• Assignment
Set every entry down again exactly, excluding any pictures.

Data entries:

■ ■ ■

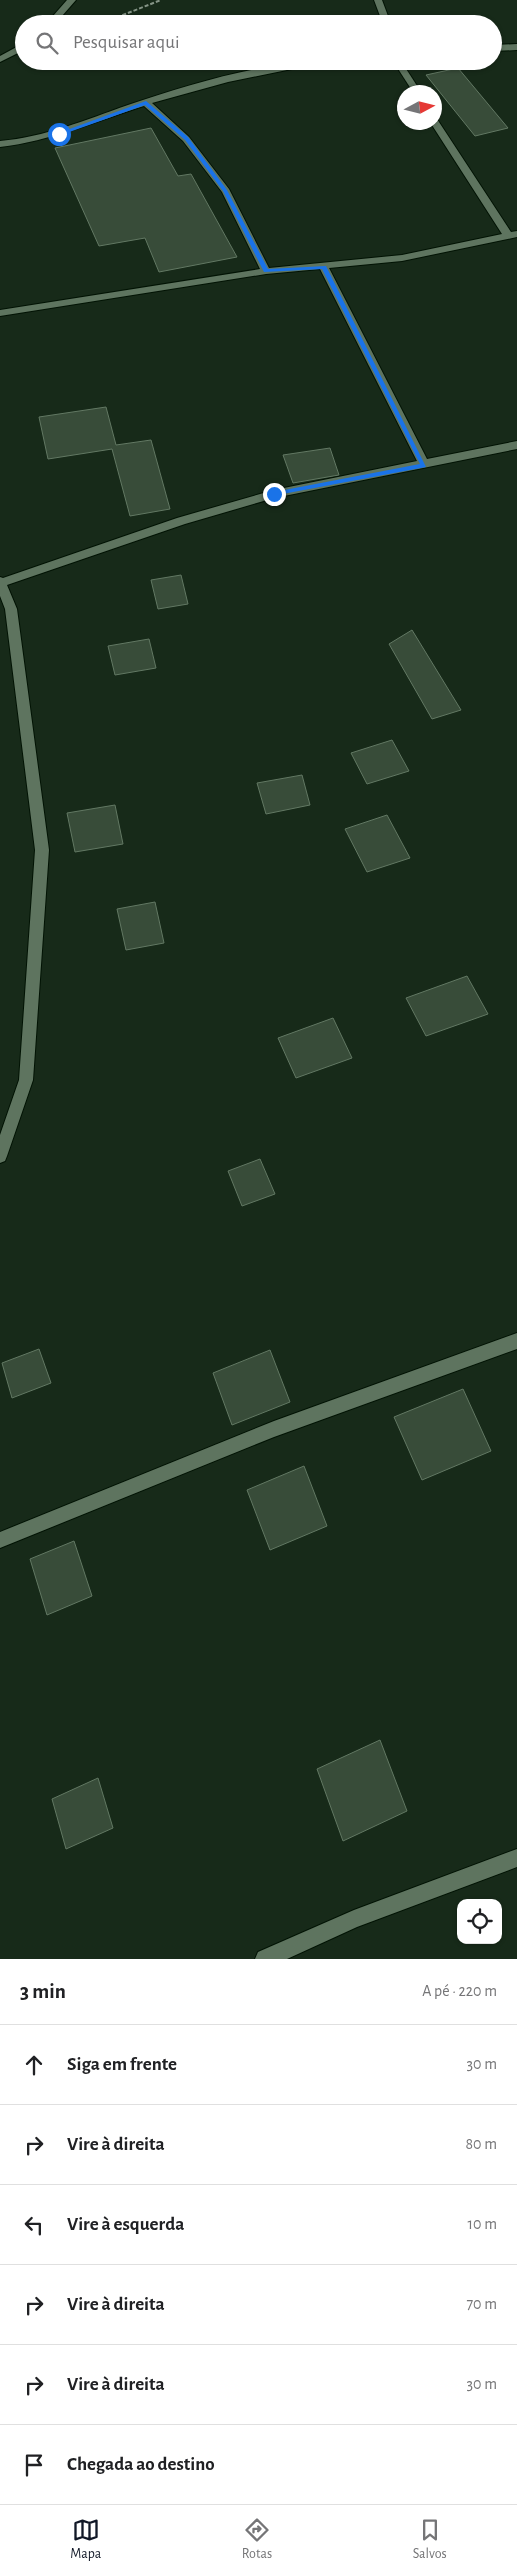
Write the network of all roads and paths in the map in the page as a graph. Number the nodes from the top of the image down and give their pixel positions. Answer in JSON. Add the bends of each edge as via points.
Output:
{"nodes":[{"id":1,"x":72,"y":0,"type":"edge"},
{"id":2,"x":161,"y":0,"type":"edge"},
{"id":3,"x":378,"y":0,"type":"edge"},
{"id":4,"x":58,"y":15,"type":"edge"},
{"id":5,"x":123,"y":15,"type":"edge"},
{"id":6,"x":384,"y":15,"type":"edge"},
{"id":7,"x":517,"y":47,"type":"edge"},
{"id":8,"x":502,"y":48,"type":"edge"},
{"id":9,"x":15,"y":51,"type":"edge"},
{"id":10,"x":0,"y":59,"type":"edge"},
{"id":11,"x":280,"y":70,"type":"edge"},
{"id":12,"x":403,"y":70,"type":"edge"},
{"id":13,"x":412,"y":85,"type":"edge"},
{"id":14,"x":146,"y":103,"type":"junction"},
{"id":15,"x":440,"y":130,"type":"edge"},
{"id":16,"x":0,"y":144,"type":"edge"},
{"id":17,"x":513,"y":236,"type":"edge"},
{"id":18,"x":324,"y":267,"type":"junction"},
{"id":19,"x":266,"y":271,"type":"junction"},
{"id":20,"x":0,"y":313,"type":"edge"},
{"id":21,"x":517,"y":444,"type":"edge"},
{"id":22,"x":424,"y":465,"type":"junction"},
{"id":23,"x":0,"y":582,"type":"edge"},
{"id":24,"x":0,"y":1156,"type":"edge"},
{"id":25,"x":517,"y":1341,"type":"edge"},
{"id":26,"x":0,"y":1540,"type":"edge"},
{"id":27,"x":517,"y":1858,"type":"edge"},
{"id":28,"x":265,"y":1959,"type":"edge"}],
"edges":[{"from":1,"to":4,"type":"street"},
{"from":2,"to":5,"type":"path"},
{"from":3,"to":6,"type":"street"},
{"from":7,"to":8,"type":"street"},
{"from":9,"to":10,"type":"street"},
{"from":11,"to":14,"type":"street","via":[[207,84]]},
{"from":12,"to":13,"type":"street"},
{"from":14,"to":16,"type":"street","via":[[59,134]]},
{"from":14,"to":19,"type":"street","via":[[186,139],[226,191]]},
{"from":15,"to":17,"type":"street"},
{"from":17,"to":18,"type":"street","via":[[402,258]]},
{"from":18,"to":19,"type":"street"},
{"from":18,"to":22,"type":"street"},
{"from":19,"to":20,"type":"street"},
{"from":21,"to":22,"type":"street"},
{"from":22,"to":23,"type":"street","via":[[256,500],[181,520]]},
{"from":23,"to":24,"type":"street","via":[[11,609],[42,850],[26,1080]]},
{"from":25,"to":26,"type":"street","via":[[274,1429]]},
{"from":27,"to":28,"type":"street","via":[[354,1918]]}]}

■ ■ ■

• Finished exercise
Write the network of all roads and paths in the map in the page as a graph. Number the nodes from the top of the image down and give their pixel positions. Answer in JSON. Add the bends of each edge as via points.
Output:
{"nodes":[{"id":1,"x":72,"y":0,"type":"edge"},
{"id":2,"x":161,"y":0,"type":"edge"},
{"id":3,"x":378,"y":0,"type":"edge"},
{"id":4,"x":58,"y":15,"type":"edge"},
{"id":5,"x":123,"y":15,"type":"edge"},
{"id":6,"x":384,"y":15,"type":"edge"},
{"id":7,"x":517,"y":47,"type":"edge"},
{"id":8,"x":502,"y":48,"type":"edge"},
{"id":9,"x":15,"y":51,"type":"edge"},
{"id":10,"x":0,"y":59,"type":"edge"},
{"id":11,"x":280,"y":70,"type":"edge"},
{"id":12,"x":403,"y":70,"type":"edge"},
{"id":13,"x":412,"y":85,"type":"edge"},
{"id":14,"x":146,"y":103,"type":"junction"},
{"id":15,"x":440,"y":130,"type":"edge"},
{"id":16,"x":0,"y":144,"type":"edge"},
{"id":17,"x":513,"y":236,"type":"edge"},
{"id":18,"x":324,"y":267,"type":"junction"},
{"id":19,"x":266,"y":271,"type":"junction"},
{"id":20,"x":0,"y":313,"type":"edge"},
{"id":21,"x":517,"y":444,"type":"edge"},
{"id":22,"x":424,"y":465,"type":"junction"},
{"id":23,"x":0,"y":582,"type":"edge"},
{"id":24,"x":0,"y":1156,"type":"edge"},
{"id":25,"x":517,"y":1341,"type":"edge"},
{"id":26,"x":0,"y":1540,"type":"edge"},
{"id":27,"x":517,"y":1858,"type":"edge"},
{"id":28,"x":265,"y":1959,"type":"edge"}],
"edges":[{"from":1,"to":4,"type":"street"},
{"from":2,"to":5,"type":"path"},
{"from":3,"to":6,"type":"street"},
{"from":7,"to":8,"type":"street"},
{"from":9,"to":10,"type":"street"},
{"from":11,"to":14,"type":"street","via":[[207,84]]},
{"from":12,"to":13,"type":"street"},
{"from":14,"to":16,"type":"street","via":[[59,134]]},
{"from":14,"to":19,"type":"street","via":[[186,139],[226,191]]},
{"from":15,"to":17,"type":"street"},
{"from":17,"to":18,"type":"street","via":[[402,258]]},
{"from":18,"to":19,"type":"street"},
{"from":18,"to":22,"type":"street"},
{"from":19,"to":20,"type":"street"},
{"from":21,"to":22,"type":"street"},
{"from":22,"to":23,"type":"street","via":[[256,500],[181,520]]},
{"from":23,"to":24,"type":"street","via":[[11,609],[42,850],[26,1080]]},
{"from":25,"to":26,"type":"street","via":[[274,1429]]},
{"from":27,"to":28,"type":"street","via":[[354,1918]]}]}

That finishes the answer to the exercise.